El Gobierno de Venezuela dejó de aceptar los vuelos que traen migrantes deportados desde los Estados Unidos y México, lo cual incrementa la presión en las fronteras para el presidente estadounidense Joe Biden.

Según el New York Post, las autoridades norteamericanas afirman que los vuelos hacia el país criollo pararon a finales de enero.

Una ola de crimines vinculados a venezolanos se desató durante los últimos meses en Estados Unidos.

Uno de los últimos casos es el de José Antonio Ibarra, de 26 años, sospechoso por el asesinato de la estudiante de enfermería de la Universidad de Georgia, Laken Riley, y que fue recibido en la nación norteamericana vía parole.

La Oficina de Aduanas y Protección de Fronteras informó que en los meses de octubre, noviembre y diciembre, el promedio mensual de personas enviadas de vuelta al país caribeño era de entre seis y siete mil.

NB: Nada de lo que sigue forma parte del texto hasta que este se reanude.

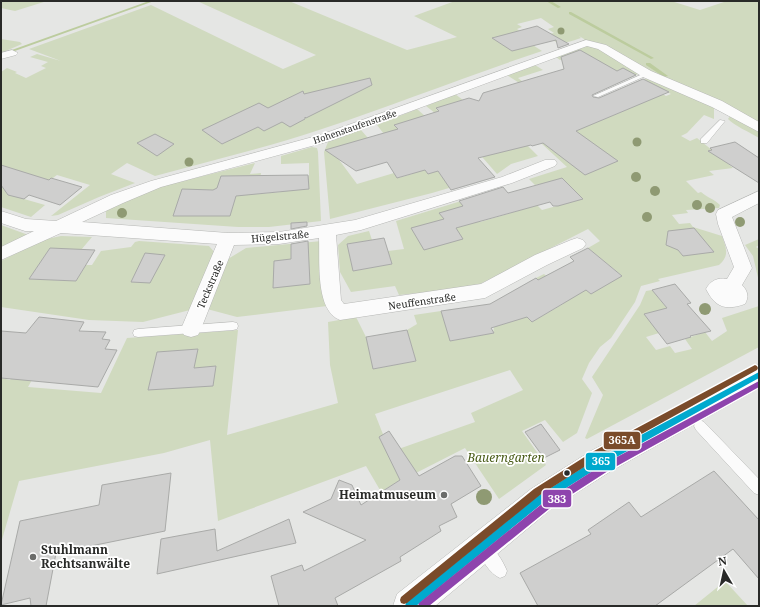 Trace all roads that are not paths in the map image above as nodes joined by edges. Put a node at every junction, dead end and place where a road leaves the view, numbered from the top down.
1 (12, 53) dead end
2 (1, 56) edge
3 (648, 74) junction
4 (596, 96) dead end
5 (723, 114) junction
6 (759, 128) edge
7 (704, 141) dead end
8 (759, 143) edge
9 (550, 163) dead end
10 (759, 196) edge
11 (1, 217) edge
12 (57, 227) junction
13 (327, 231) junction
14 (228, 239) junction
15 (577, 244) dead end
16 (1, 254) edge
17 (731, 287) dead end
18 (233, 326) dead end
19 (191, 329) junction
20 (138, 333) dead end
21 (759, 375) edge
22 (700, 426) dead end
23 (759, 488) edge
24 (409, 606) edge

1 - 2 street
3 - 4 lane
3 - 5 street, Hohenstaufenstraße
3 - 12 street, Hohenstaufenstraße
5 - 6 street, Hohenstaufenstraße
5 - 7 lane
5 - 8 street
9 - 13 street, Hügelstraße
10 - 17 street
11 - 12 street, Hügelstraße
12 - 14 street, Hügelstraße
12 - 16 street, Hohenstaufenstraße
13 - 14 street, Hügelstraße
13 - 15 street, Neuffenstraße
14 - 19 street, Teckstraße
18 - 19 lane
19 - 20 lane
21 - 24 street
22 - 23 lane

Sin embargo, la cifra se redujo de forma significativa hasta las 2.727 personas, en el pasado mes de enero.

Las amenazas del gobierno de Nicolás Maduro se cumplieron, quienes aseguraron que detendrían los vuelos de repatriación si Estados Unidos imponía nuevamente las sanciones económicas al país.

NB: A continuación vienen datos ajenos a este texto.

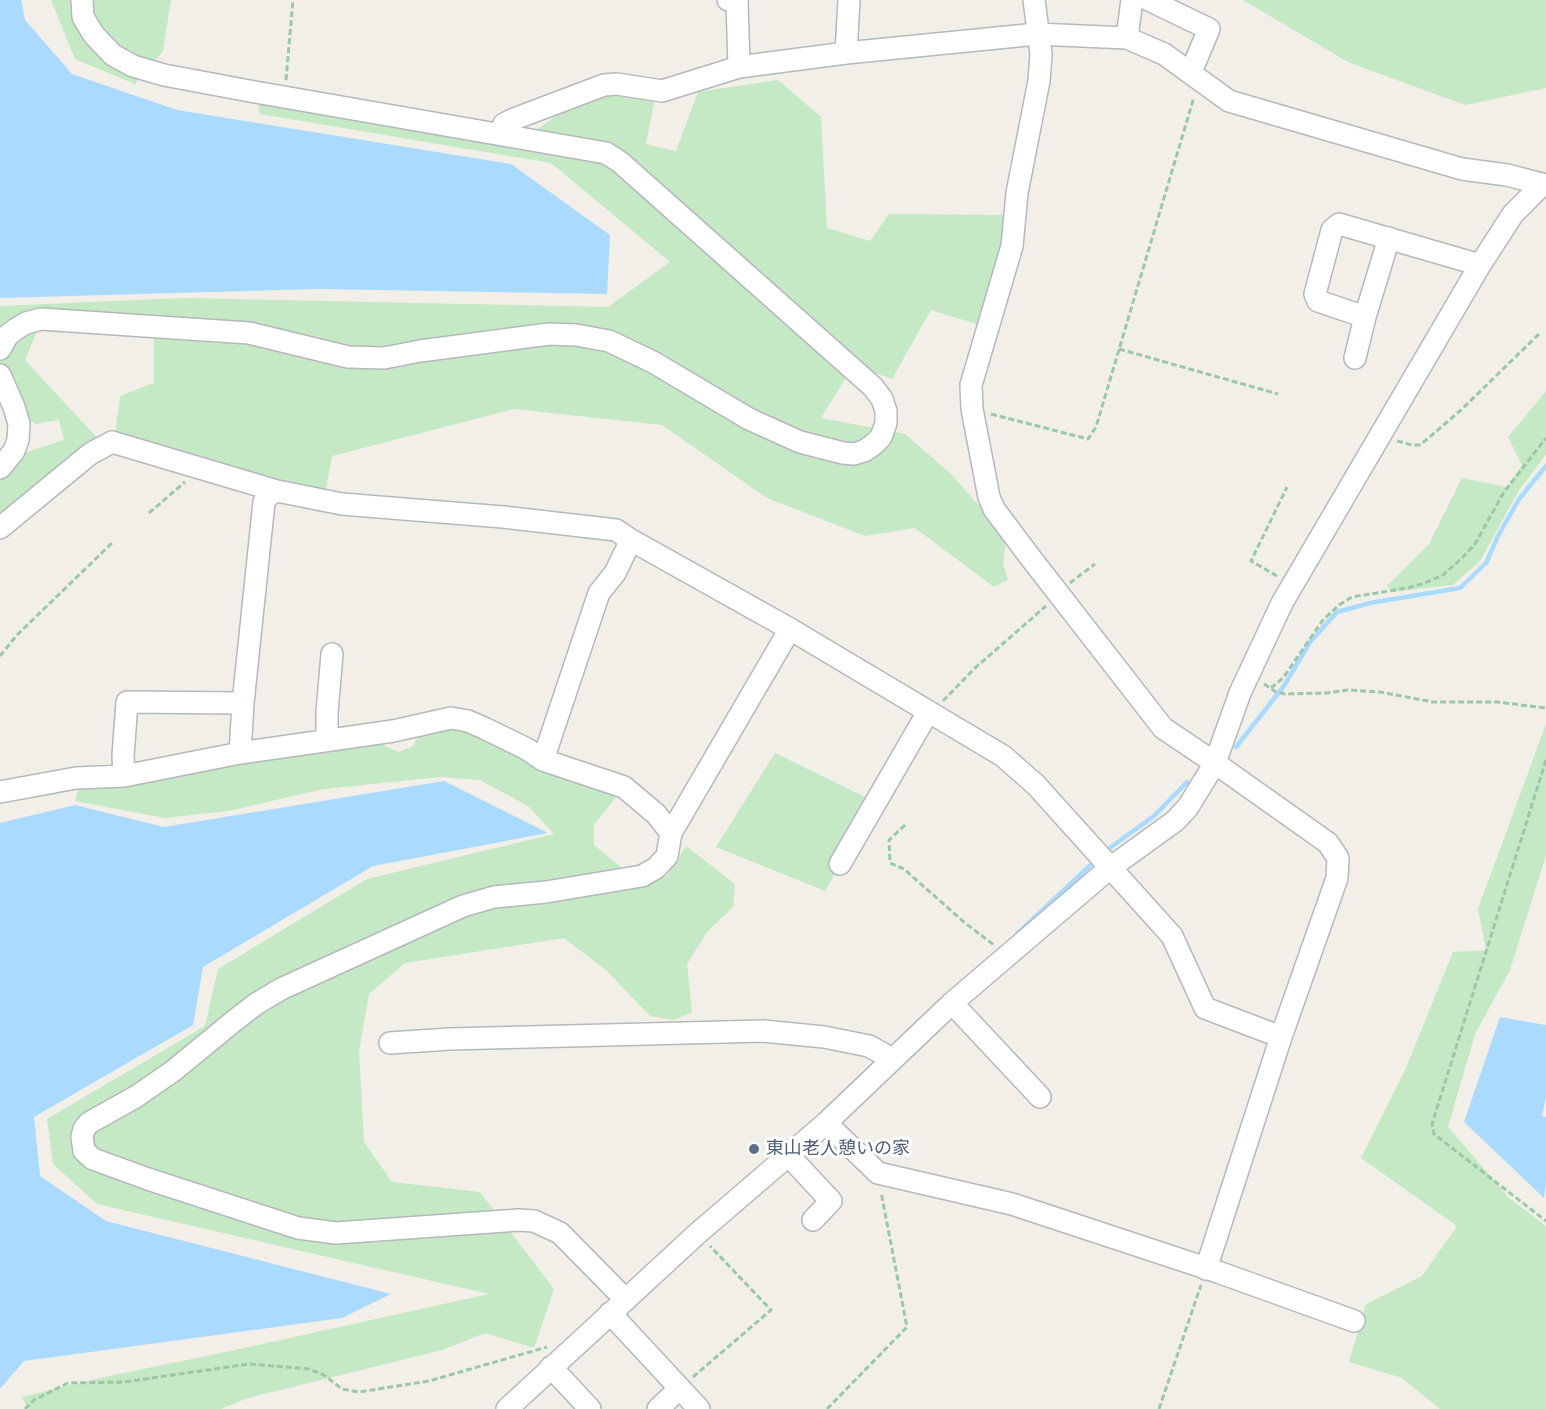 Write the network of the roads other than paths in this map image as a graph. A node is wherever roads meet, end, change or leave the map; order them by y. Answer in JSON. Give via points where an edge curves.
{"nodes":[{"id":1,"x":82,"y":0,"type":"edge"},
{"id":2,"x":729,"y":0,"type":"edge"},
{"id":3,"x":849,"y":0,"type":"edge"},
{"id":4,"x":1034,"y":0,"type":"edge"},
{"id":5,"x":1132,"y":0,"type":"edge"},
{"id":6,"x":1149,"y":0,"type":"edge"},
{"id":7,"x":1037,"y":34,"type":"junction"},
{"id":8,"x":1127,"y":38,"type":"junction"},
{"id":9,"x":846,"y":53,"type":"junction"},
{"id":10,"x":739,"y":67,"type":"junction"},
{"id":11,"x":1195,"y":76,"type":"junction"},
{"id":12,"x":500,"y":133,"type":"junction"},
{"id":13,"x":1544,"y":185,"type":"edge"},
{"id":14,"x":1389,"y":238,"type":"junction"},
{"id":15,"x":1480,"y":265,"type":"junction"},
{"id":16,"x":1365,"y":316,"type":"junction"},
{"id":17,"x":0,"y":349,"type":"edge"},
{"id":18,"x":1354,"y":358,"type":"dead end"},
{"id":19,"x":0,"y":375,"type":"edge"},
{"id":20,"x":0,"y":468,"type":"edge"},
{"id":21,"x":276,"y":491,"type":"junction"},
{"id":22,"x":0,"y":528,"type":"edge"},
{"id":23,"x":631,"y":540,"type":"junction"},
{"id":24,"x":790,"y":629,"type":"junction"},
{"id":25,"x":332,"y":654,"type":"dead end"},
{"id":26,"x":243,"y":703,"type":"junction"},
{"id":27,"x":931,"y":714,"type":"junction"},
{"id":28,"x":327,"y":739,"type":"junction"},
{"id":29,"x":240,"y":753,"type":"junction"},
{"id":30,"x":543,"y":760,"type":"junction"},
{"id":31,"x":1215,"y":763,"type":"junction"},
{"id":32,"x":124,"y":776,"type":"junction"},
{"id":33,"x":0,"y":792,"type":"edge"},
{"id":34,"x":671,"y":833,"type":"junction"},
{"id":35,"x":840,"y":864,"type":"dead end"},
{"id":36,"x":1110,"y":868,"type":"junction"},
{"id":37,"x":952,"y":1003,"type":"junction"},
{"id":38,"x":1281,"y":1037,"type":"junction"},
{"id":39,"x":390,"y":1043,"type":"dead end"},
{"id":40,"x":892,"y":1059,"type":"junction"},
{"id":41,"x":1040,"y":1097,"type":"dead end"},
{"id":42,"x":826,"y":1123,"type":"junction"},
{"id":43,"x":789,"y":1156,"type":"junction"},
{"id":44,"x":813,"y":1220,"type":"dead end"},
{"id":45,"x":1206,"y":1269,"type":"junction"},
{"id":46,"x":626,"y":1300,"type":"junction"},
{"id":47,"x":610,"y":1313,"type":"junction"},
{"id":48,"x":1354,"y":1321,"type":"dead end"},
{"id":49,"x":558,"y":1361,"type":"junction"},
{"id":50,"x":680,"y":1388,"type":"junction"},
{"id":51,"x":507,"y":1409,"type":"edge"},
{"id":52,"x":590,"y":1409,"type":"edge"},
{"id":53,"x":658,"y":1409,"type":"edge"},
{"id":54,"x":699,"y":1409,"type":"edge"}],
"edges":[{"from":1,"to":12,"type":"street","via":[[83,17],[94,35],[113,55],[133,66],[164,75]]},
{"from":2,"to":10,"type":"street","via":[[737,1]]},
{"from":3,"to":9,"type":"street"},
{"from":4,"to":7,"type":"street"},
{"from":5,"to":8,"type":"street"},
{"from":6,"to":11,"type":"street","via":[[1209,29]]},
{"from":7,"to":8,"type":"street"},
{"from":7,"to":9,"type":"street"},
{"from":7,"to":31,"type":"street","via":[[1041,54],[1039,81],[1017,193],[1012,246],[971,385],[989,497],[994,509],[1155,719]]},
{"from":8,"to":11,"type":"street","via":[[1164,54]]},
{"from":9,"to":10,"type":"street"},
{"from":10,"to":12,"type":"street","via":[[662,91],[604,85],[514,119],[504,124]]},
{"from":11,"to":13,"type":"street","via":[[1229,101],[1261,111],[1461,169]]},
{"from":12,"to":17,"type":"street","via":[[606,153],[620,162],[873,387],[886,411],[881,437],[854,454],[800,442],[749,419],[653,362],[609,341],[576,335],[549,334],[384,358],[348,357],[249,333],[41,320],[16,329]]},
{"from":13,"to":15,"type":"street","via":[[1513,214]]},
{"from":14,"to":15,"type":"street"},
{"from":14,"to":16,"type":"street"},
{"from":14,"to":16,"type":"street","via":[[1339,224],[1332,230],[1315,294],[1318,301]]},
{"from":15,"to":31,"type":"street","via":[[1282,603]]},
{"from":16,"to":18,"type":"street"},
{"from":19,"to":20,"type":"street","via":[[19,424],[14,451]]},
{"from":21,"to":22,"type":"street","via":[[112,442],[90,454]]},
{"from":21,"to":23,"type":"street","via":[[342,504],[616,530]]},
{"from":21,"to":26,"type":"street","via":[[264,502]]},
{"from":23,"to":24,"type":"street"},
{"from":23,"to":30,"type":"street","via":[[615,573],[599,593]]},
{"from":24,"to":27,"type":"street"},
{"from":24,"to":34,"type":"street"},
{"from":25,"to":28,"type":"street"},
{"from":26,"to":29,"type":"street"},
{"from":26,"to":32,"type":"street","via":[[128,702]]},
{"from":27,"to":35,"type":"street"},
{"from":27,"to":36,"type":"street","via":[[1003,756],[1036,785]]},
{"from":28,"to":29,"type":"street"},
{"from":28,"to":30,"type":"street","via":[[393,731],[451,718],[484,728]]},
{"from":29,"to":32,"type":"street"},
{"from":30,"to":34,"type":"street","via":[[624,787],[656,814]]},
{"from":31,"to":36,"type":"street","via":[[1175,821]]},
{"from":31,"to":38,"type":"street","via":[[1328,843],[1338,858],[1337,878]]},
{"from":32,"to":33,"type":"street","via":[[76,778]]},
{"from":34,"to":46,"type":"street","via":[[667,856],[642,876],[494,897],[463,906],[281,989],[256,1004],[173,1071],[89,1123],[82,1137],[84,1151],[93,1159],[298,1228],[336,1233],[534,1221],[560,1233],[574,1245]]},
{"from":36,"to":37,"type":"street"},
{"from":36,"to":38,"type":"street","via":[[1172,936],[1205,1008]]},
{"from":37,"to":40,"type":"street"},
{"from":37,"to":41,"type":"street"},
{"from":38,"to":45,"type":"street"},
{"from":39,"to":40,"type":"street","via":[[763,1031],[824,1036],[869,1046]]},
{"from":40,"to":42,"type":"street"},
{"from":42,"to":43,"type":"street"},
{"from":42,"to":45,"type":"street","via":[[878,1173],[1012,1204]]},
{"from":43,"to":44,"type":"street","via":[[831,1201]]},
{"from":43,"to":46,"type":"street"},
{"from":45,"to":48,"type":"street"},
{"from":46,"to":47,"type":"street"},
{"from":47,"to":49,"type":"street"},
{"from":47,"to":50,"type":"street"},
{"from":49,"to":51,"type":"street"},
{"from":49,"to":52,"type":"street"},
{"from":50,"to":53,"type":"street"},
{"from":50,"to":54,"type":"street"}]}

El gobierno de Joe Biden terminó aplicando las sanciones tras la polémica desatada luego de la inhabilitación de la candidata presidencial opositora, María Corina Machado, y la situación que se vive por la Guayana Esequiba con Guyana.

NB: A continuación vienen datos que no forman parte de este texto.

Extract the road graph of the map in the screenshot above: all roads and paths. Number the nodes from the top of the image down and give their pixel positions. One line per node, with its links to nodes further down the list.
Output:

El Gobierno mexicano también sufrió la negativa por parte de Venezuela, quienes apenas en diciembre habían reactivado las deportaciones directas hacia el país.

Los funcionarios aseguran que el cese de los vuelos no es una medida formal, y simplemente bloquean las salidas al no verificar la ciudadanía de los deportados.

Presuntamente, evaden la situación al afirma que no poseen el personal suficiente para realizar los procedimientos, mientras que otros argumentan e solo aceptarán a quienes se ofrezcan voluntariamente a regresar a su tierra.

Luego del acuerdo para la reanudación de los vuelos, el pasado octubre, apenas partieron 15 vuelos de unos 1.800 ciudadanos venezolanos, que son una cantidad mínima comparados con los casi 500 mil detenidos en la frontera sur de Estados Unidos en los últimos dos años.